Con parola desunta dall’antica tradizione di Gesù, si afferma che il regno è simile a un granello di senape (13,18) o a un pugno di lievito (13,21). In realtà, sullo sfondo giudaico di quel tempo, il termine di paragone non è la senape o il lievito, bensì il loro comportamento. Il granello di senape, proverbialmente piccolo e insignificante, diviene un arbusto frondoso. Il lievito che pare essersi perso nella farina, la fa fermentare e la trasforma totalmente dal di dentro.
La situazione in cui si inseriscono le parabole è chiara. Gesù parla del regno, agisce con la convinzione che il regno sta arrivando e, tuttavia, tutto ci permette di supporre che non sia cambiato nulla. Gli uomini si arrovellano in tutti i loro vecchi problemi; continuano fra loro le lotte, le divisioni, i dolori e la morte. La parola di Gesù, in realtà, non cambia nulla. Che importanza può avere una piccola speranza, la consolazione di pochi individui o un paio di miracoli sperduti in un mondo carico d’angosce, d’impurità, di sofferenza e di morte? Ebbene, a questi interrogativi rispondono le parabole.

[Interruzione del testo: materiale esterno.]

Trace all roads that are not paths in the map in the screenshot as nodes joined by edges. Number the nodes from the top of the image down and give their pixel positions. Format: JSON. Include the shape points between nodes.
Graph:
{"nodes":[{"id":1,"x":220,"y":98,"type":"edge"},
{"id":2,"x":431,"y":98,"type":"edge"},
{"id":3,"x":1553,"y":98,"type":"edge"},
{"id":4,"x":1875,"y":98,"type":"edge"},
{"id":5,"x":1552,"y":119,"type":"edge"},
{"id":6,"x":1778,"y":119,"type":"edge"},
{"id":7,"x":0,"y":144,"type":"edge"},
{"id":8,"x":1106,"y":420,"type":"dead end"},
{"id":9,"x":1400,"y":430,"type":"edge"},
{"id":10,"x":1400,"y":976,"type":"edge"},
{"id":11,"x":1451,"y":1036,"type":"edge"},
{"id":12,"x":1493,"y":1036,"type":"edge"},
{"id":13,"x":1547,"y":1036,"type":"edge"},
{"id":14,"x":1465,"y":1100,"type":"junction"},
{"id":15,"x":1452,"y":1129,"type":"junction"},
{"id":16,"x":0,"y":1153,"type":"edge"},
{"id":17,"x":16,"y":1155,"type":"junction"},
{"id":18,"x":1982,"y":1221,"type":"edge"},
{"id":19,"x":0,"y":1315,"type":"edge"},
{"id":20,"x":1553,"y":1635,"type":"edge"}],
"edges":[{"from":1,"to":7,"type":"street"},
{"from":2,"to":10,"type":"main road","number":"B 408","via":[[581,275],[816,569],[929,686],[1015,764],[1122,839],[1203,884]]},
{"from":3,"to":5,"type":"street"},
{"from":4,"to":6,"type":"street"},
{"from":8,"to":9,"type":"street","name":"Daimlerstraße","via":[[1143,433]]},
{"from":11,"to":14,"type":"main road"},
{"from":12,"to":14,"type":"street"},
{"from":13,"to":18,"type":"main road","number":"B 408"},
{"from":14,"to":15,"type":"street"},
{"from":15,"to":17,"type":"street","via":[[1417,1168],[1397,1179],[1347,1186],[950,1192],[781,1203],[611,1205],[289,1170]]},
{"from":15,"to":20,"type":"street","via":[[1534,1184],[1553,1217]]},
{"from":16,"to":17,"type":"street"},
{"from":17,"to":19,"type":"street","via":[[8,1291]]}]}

A coloro che dicono che nulla è cambiato Gesù risponde che il piccolo seme è stato già gettato nel solco della terra. A coloro che dicono che la pasta è quella di sempre risponde che il lievito sta già facendola fermentare e la sta rinnovando tutta dal di dentro. Questa affermazione è, da un lato, una fonte di consolazione: sebbene sembri che dominino le forze del male, la vittoria decisiva è già stata iniziata; ha cominciato a realizzarsi il mondo nuovo e nulla potrà soffocarlo o sopprimerlo. Per i nemici che lo attaccano accennando all’importanza insignificante della sua opera, la parola di Gesù contiene una velata minaccia: anche se non la volete accettare, la verità del regno sta operando e trasforma tutto in modo tale, che dovrete vedere (o subire) la sua gloria.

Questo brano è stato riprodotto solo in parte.